[Recorded data]
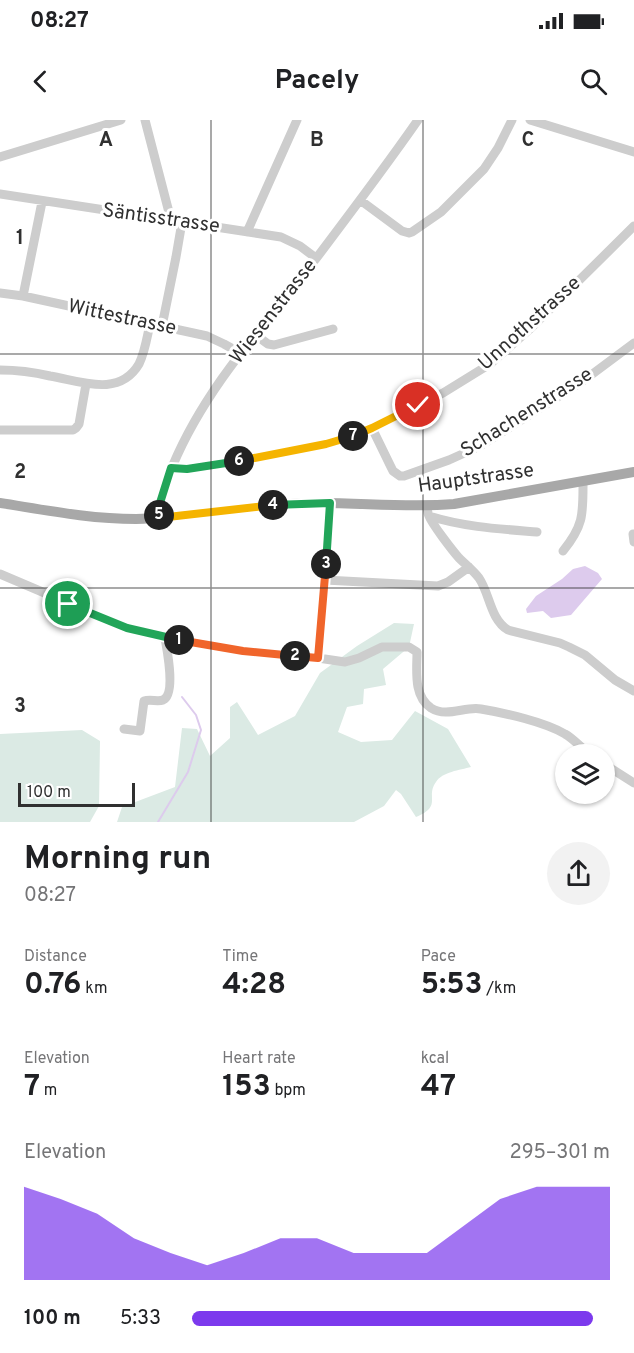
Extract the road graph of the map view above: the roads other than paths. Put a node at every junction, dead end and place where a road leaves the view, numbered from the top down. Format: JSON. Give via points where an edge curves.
{"nodes":[{"id":1,"x":121,"y":120,"type":"edge"},
{"id":2,"x":146,"y":120,"type":"edge"},
{"id":3,"x":297,"y":120,"type":"edge"},
{"id":4,"x":418,"y":120,"type":"edge"},
{"id":5,"x":512,"y":120,"type":"edge"},
{"id":6,"x":530,"y":120,"type":"edge"},
{"id":7,"x":634,"y":152,"type":"edge"},
{"id":8,"x":0,"y":157,"type":"edge"},
{"id":9,"x":0,"y":194,"type":"edge"},
{"id":10,"x":360,"y":200,"type":"junction"},
{"id":11,"x":42,"y":202,"type":"junction"},
{"id":12,"x":171,"y":220,"type":"junction"},
{"id":13,"x":182,"y":222,"type":"junction"},
{"id":14,"x":634,"y":226,"type":"edge"},
{"id":15,"x":247,"y":232,"type":"junction"},
{"id":16,"x":316,"y":258,"type":"junction"},
{"id":17,"x":0,"y":293,"type":"edge"},
{"id":18,"x":23,"y":296,"type":"junction"},
{"id":19,"x":150,"y":324,"type":"junction"},
{"id":20,"x":162,"y":326,"type":"junction"},
{"id":21,"x":333,"y":329,"type":"dead end"},
{"id":22,"x":254,"y":334,"type":"junction"},
{"id":23,"x":634,"y":343,"type":"edge"},
{"id":24,"x":240,"y":353,"type":"junction"},
{"id":25,"x":0,"y":370,"type":"edge"},
{"id":26,"x":86,"y":384,"type":"junction"},
{"id":27,"x":372,"y":428,"type":"junction"},
{"id":28,"x":0,"y":430,"type":"edge"},
{"id":29,"x":171,"y":468,"type":"junction"},
{"id":30,"x":634,"y":472,"type":"edge"},
{"id":31,"x":583,"y":482,"type":"junction"},
{"id":32,"x":0,"y":503,"type":"edge"},
{"id":33,"x":330,"y":503,"type":"junction"},
{"id":34,"x":428,"y":511,"type":"junction"},
{"id":35,"x":159,"y":518,"type":"junction"},
{"id":36,"x":537,"y":532,"type":"dead end"},
{"id":37,"x":563,"y":551,"type":"dead end"},
{"id":38,"x":469,"y":567,"type":"junction"},
{"id":39,"x":0,"y":574,"type":"edge"},
{"id":40,"x":325,"y":580,"type":"junction"},
{"id":41,"x":165,"y":638,"type":"junction"},
{"id":42,"x":318,"y":658,"type":"junction"},
{"id":43,"x":634,"y":691,"type":"edge"},
{"id":44,"x":124,"y":729,"type":"dead end"},
{"id":45,"x":578,"y":744,"type":"edge"},
{"id":46,"x":615,"y":771,"type":"edge"},
{"id":47,"x":634,"y":783,"type":"edge"}],
"edges":[{"from":1,"to":8,"type":"street"},
{"from":2,"to":12,"type":"street"},
{"from":3,"to":15,"type":"street"},
{"from":4,"to":10,"type":"street","name":"Wiesenstrasse"},
{"from":5,"to":10,"type":"street","via":[[484,168],[441,212],[412,232],[402,231]]},
{"from":6,"to":7,"type":"street"},
{"from":9,"to":11,"type":"street","name":"Säntisstrasse"},
{"from":10,"to":16,"type":"street","name":"Wiesenstrasse"},
{"from":11,"to":12,"type":"street","name":"Säntisstrasse"},
{"from":11,"to":18,"type":"street"},
{"from":12,"to":13,"type":"street","name":"Säntisstrasse"},
{"from":13,"to":15,"type":"street","name":"Säntisstrasse"},
{"from":13,"to":20,"type":"street"},
{"from":14,"to":27,"type":"street","name":"Unnothstrasse","via":[[490,364],[443,393]]},
{"from":15,"to":16,"type":"street","name":"Säntisstrasse","via":[[281,237]]},
{"from":16,"to":22,"type":"street","name":"Wiesenstrasse"},
{"from":17,"to":18,"type":"street","name":"Wittestrasse"},
{"from":18,"to":19,"type":"street","name":"Wittestrasse"},
{"from":19,"to":20,"type":"street","name":"Wittestrasse"},
{"from":19,"to":26,"type":"street","via":[[139,364],[131,374],[112,385]]},
{"from":20,"to":24,"type":"street","name":"Wittestrasse","via":[[207,336]]},
{"from":21,"to":22,"type":"street","via":[[271,345]]},
{"from":22,"to":24,"type":"street","name":"Wiesenstrasse"},
{"from":23,"to":27,"type":"street","name":"Schachenstrasse","via":[[583,381],[488,441],[404,476],[393,471]]},
{"from":24,"to":29,"type":"street","name":"Wiesenstrasse","via":[[210,397]]},
{"from":25,"to":26,"type":"street"},
{"from":26,"to":28,"type":"street","via":[[79,424],[73,430]]},
{"from":27,"to":29,"type":"street","name":"Unnothstrasse","via":[[302,449],[187,469]]},
{"from":29,"to":35,"type":"street","name":"Wiesenstrasse"},
{"from":30,"to":31,"type":"main road","name":"Hauptstrasse"},
{"from":31,"to":34,"type":"main road","name":"Hauptstrasse"},
{"from":31,"to":37,"type":"street","via":[[583,512]]},
{"from":32,"to":35,"type":"main road","name":"Hauptstrasse","via":[[105,517]]},
{"from":33,"to":34,"type":"main road","name":"Hauptstrasse"},
{"from":33,"to":35,"type":"main road","name":"Hauptstrasse"},
{"from":33,"to":40,"type":"street"},
{"from":34,"to":36,"type":"street","via":[[451,523]]},
{"from":34,"to":38,"type":"street"},
{"from":38,"to":40,"type":"street","via":[[438,586]]},
{"from":38,"to":43,"type":"street","via":[[485,588],[497,621],[508,630],[561,643]]},
{"from":39,"to":41,"type":"street","via":[[127,628]]},
{"from":40,"to":42,"type":"street"},
{"from":41,"to":42,"type":"street"},
{"from":41,"to":44,"type":"street","via":[[168,695],[160,701],[144,701],[140,731]]},
{"from":42,"to":45,"type":"street","via":[[345,662],[382,647],[409,647],[417,652],[418,686],[430,707],[440,712],[478,708],[533,721],[565,734]]},
{"from":46,"to":47,"type":"street"}]}
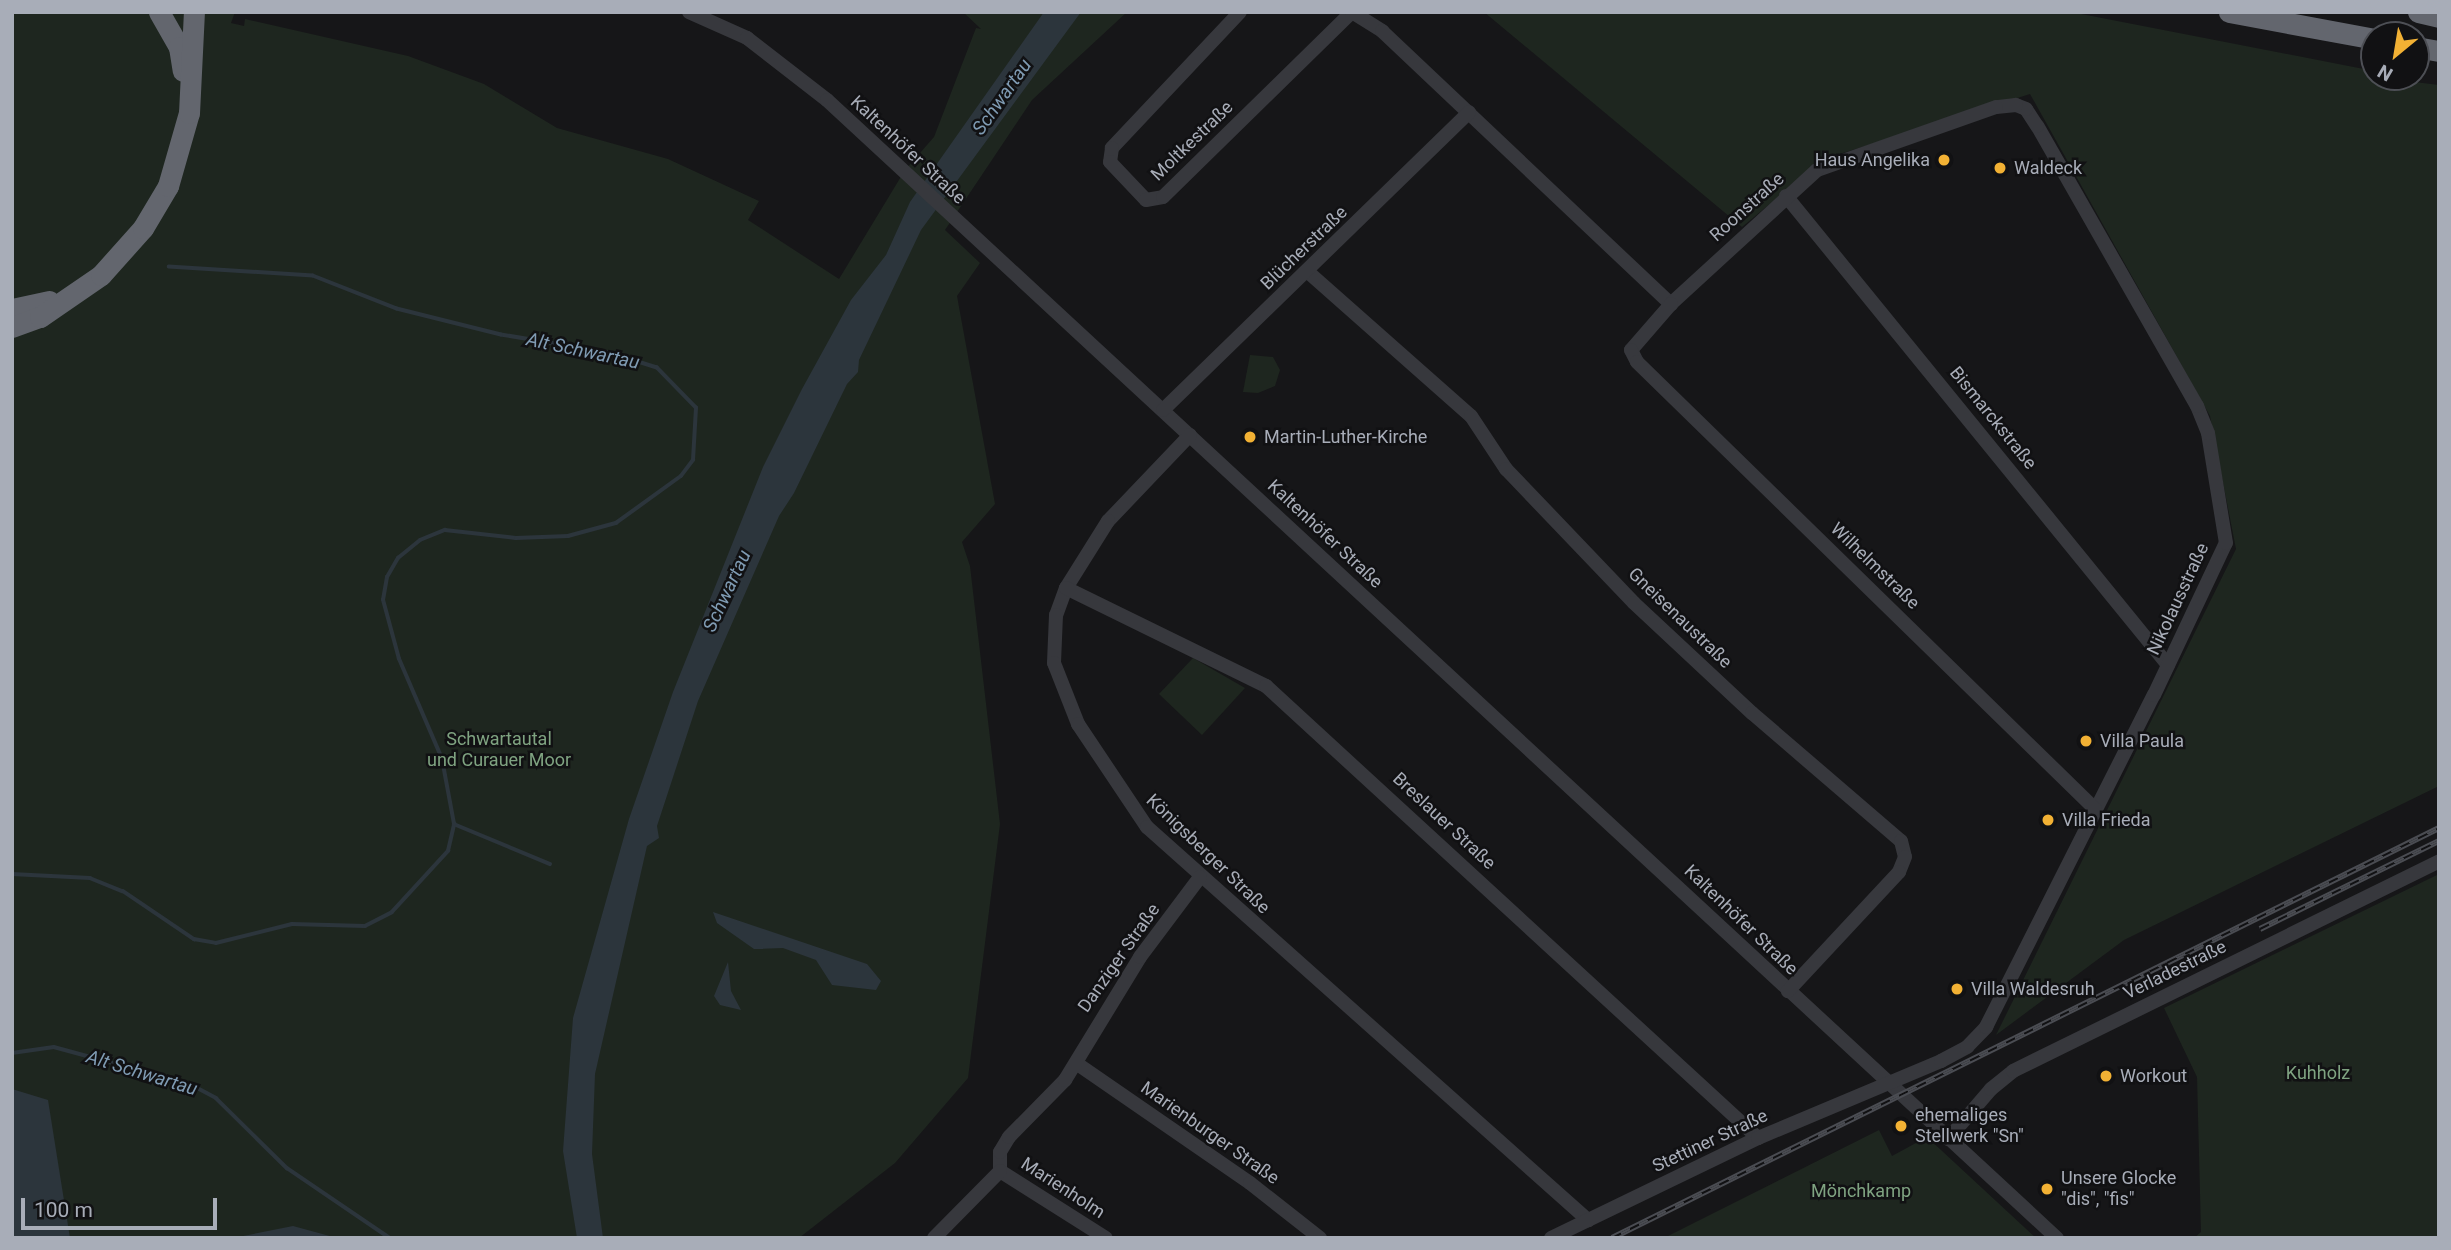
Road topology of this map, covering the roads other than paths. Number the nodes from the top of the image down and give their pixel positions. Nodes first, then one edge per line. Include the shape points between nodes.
1 (159, 12) edge
2 (194, 12) edge
3 (689, 12) edge
4 (1240, 12) edge
5 (1352, 12) edge
6 (2229, 12) edge
7 (2263, 12) edge
8 (2418, 12) edge
9 (2439, 17) edge
10 (2360, 35) edge
11 (2360, 35) edge
12 (1996, 107) joint
13 (1469, 112) junction
14 (1786, 197) junction
15 (1308, 272) junction
16 (1671, 304) junction
17 (15, 318) edge
18 (1631, 350) joint
19 (1163, 410) junction
20 (1190, 435) junction
21 (1066, 588) junction
22 (2168, 665) junction
23 (2095, 809) junction
24 (2439, 861) edge
25 (1200, 877) junction
26 (1787, 990) junction
27 (1076, 1063) junction
28 (1887, 1082) junction
29 (1758, 1138) junction
30 (1948, 1139) junction
31 (1000, 1171) junction
32 (1588, 1220) junction
33 (934, 1238) edge
34 (1106, 1238) edge
35 (1320, 1238) edge
36 (1551, 1238) edge
37 (2057, 1238) edge

1 - 17 highway via 179,47 183,69 178,132 163,177 116,249 58,297
2 - 17 highway via 189,113 168,186 143,228 101,275
3 - 19 street, Kaltenhöfer Straße via 747,38 780,61
4 - 5 street, Moltkestraße via 1112,148 1110,162 1146,200 1163,197
5 - 13 street, Moltkestraße via 1382,31
6 - 10 highway
7 - 11 highway
8 - 9 highway
12 - 14 street, Roonstraße via 1832,163
12 - 22 street, Nikolausstraße via 2026,109 2205,424 2226,543
13 - 15 street, Blücherstraße
13 - 16 street, Moltkestraße
14 - 16 street, Roonstraße
14 - 22 street, Bismarckstraße
15 - 19 street, Blücherstraße
15 - 26 street, Gneisenaustraße via 1471,416 1506,469 1634,603 1752,713 1901,841 1905,857 1899,872
16 - 18 street, Roonstraße
18 - 23 street, Wilhelmstraße via 1637,362
19 - 20 street, Kaltenhöfer Straße
20 - 21 street, Königsberger Straße via 1108,521
20 - 26 street, Kaltenhöfer Straße
21 - 25 street, Königsberger Straße via 1056,615 1054,663 1078,724 1097,759 1147,827
21 - 29 street, Breslauer Straße via 1266,686
22 - 23 street, Nikolausstraße
23 - 28 street, Nikolausstraße via 1986,1027 1967,1047
24 - 30 street, Verladestraße via 2013,1071
25 - 27 street, Danziger Straße via 1140,957
25 - 32 street, Königsberger Straße
26 - 28 street, Kaltenhöfer Straße
27 - 31 street, Danziger Straße via 1009,1137 1000,1152
27 - 35 street, Marienburger Straße via 1250,1183
28 - 29 street, Stettiner Straße
28 - 30 street, Kaltenhöfer Straße
29 - 32 street, Stettiner Straße
30 - 37 street, Kaltenhöfer Straße
31 - 33 street
31 - 34 street, Marienholm
32 - 36 street, Stettiner Straße

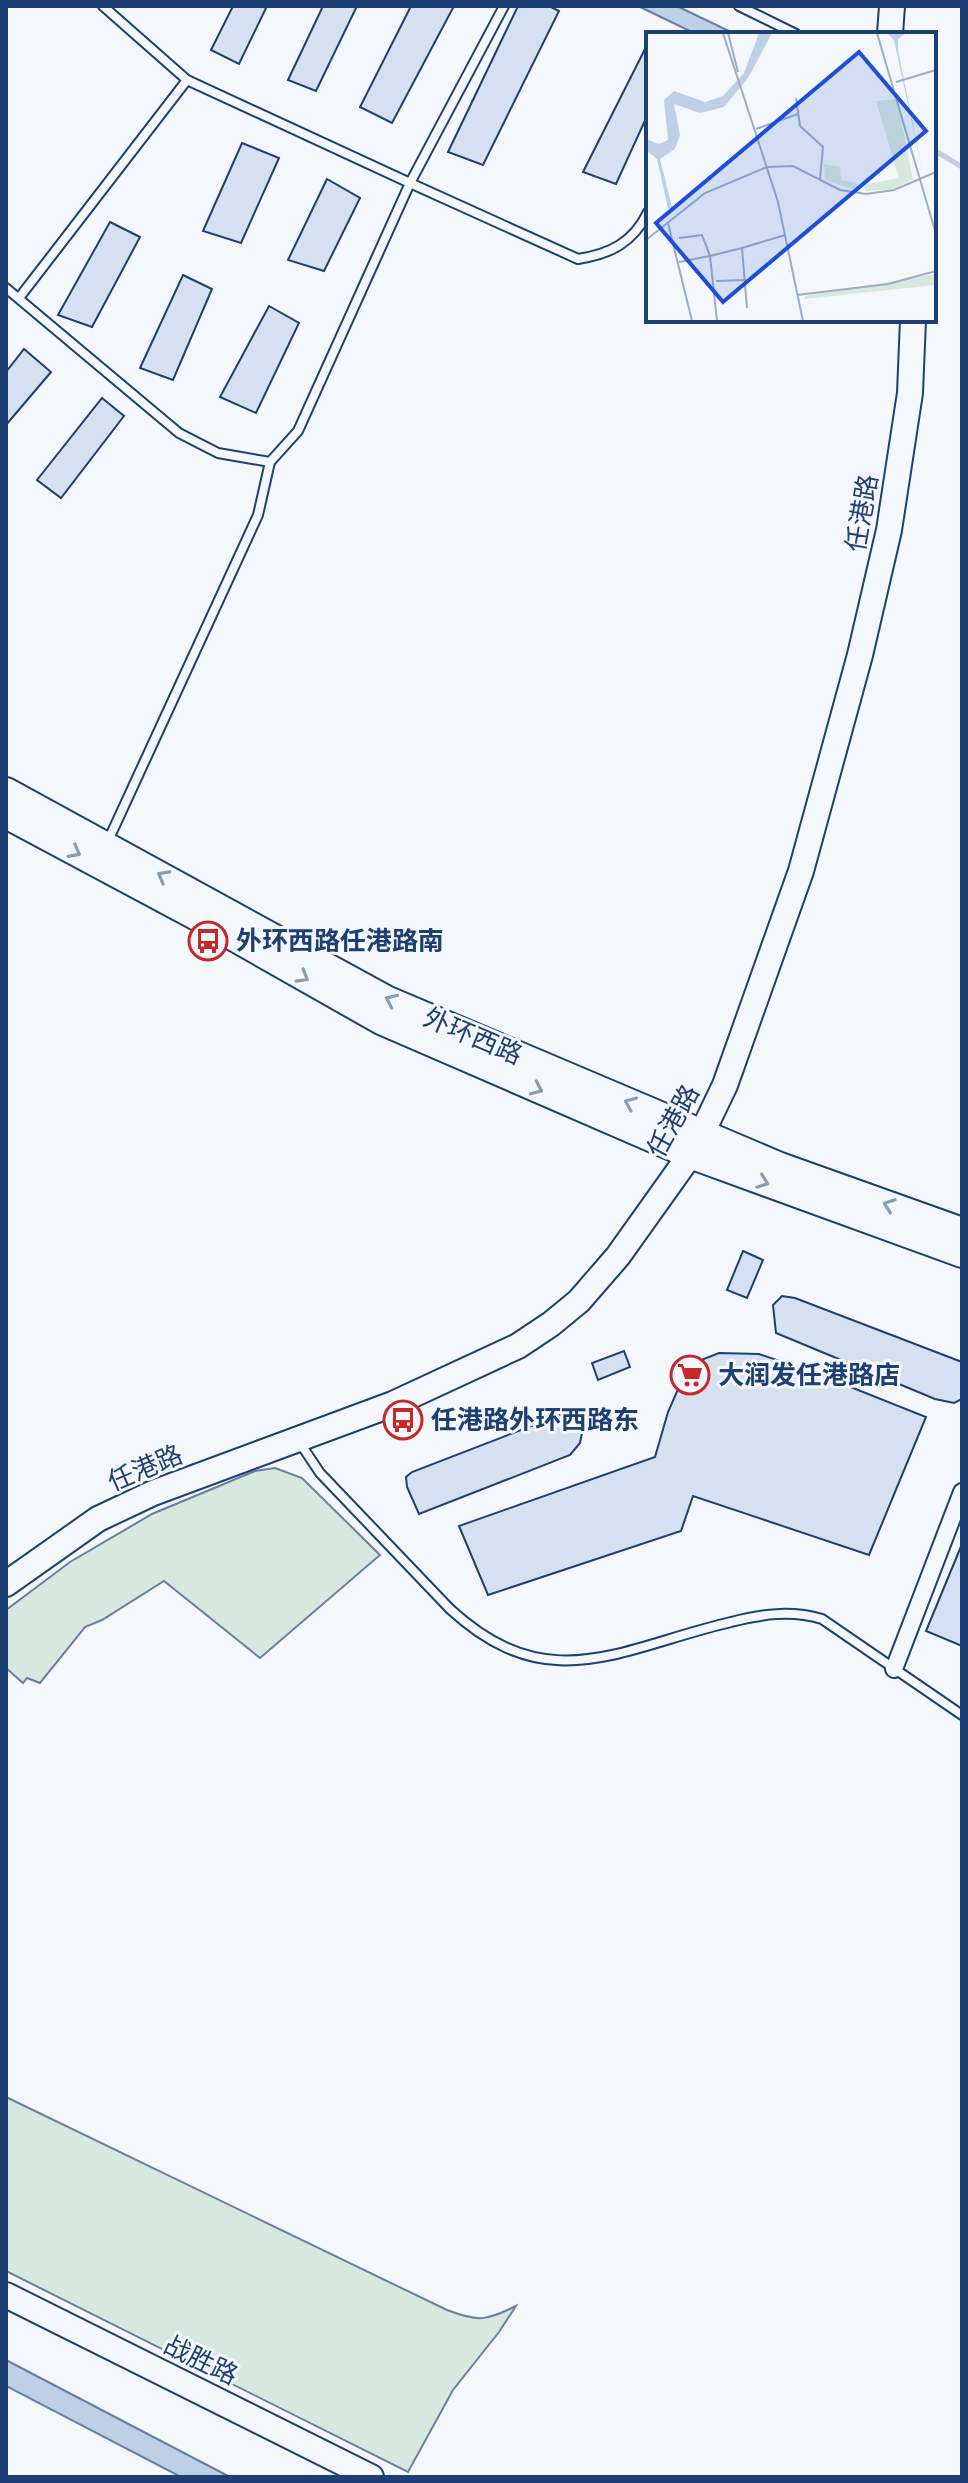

## What needs to be done
Scan the entries above. Copy each line that has the string "Wiesenstrasse".

## Written response
{"from":4,"to":10,"type":"street","name":"Wiesenstrasse"},
{"from":10,"to":16,"type":"street","name":"Wiesenstrasse"},
{"from":16,"to":22,"type":"street","name":"Wiesenstrasse"},
{"from":22,"to":24,"type":"street","name":"Wiesenstrasse"},
{"from":24,"to":29,"type":"street","name":"Wiesenstrasse","via":[[210,397]]},
{"from":29,"to":35,"type":"street","name":"Wiesenstrasse"},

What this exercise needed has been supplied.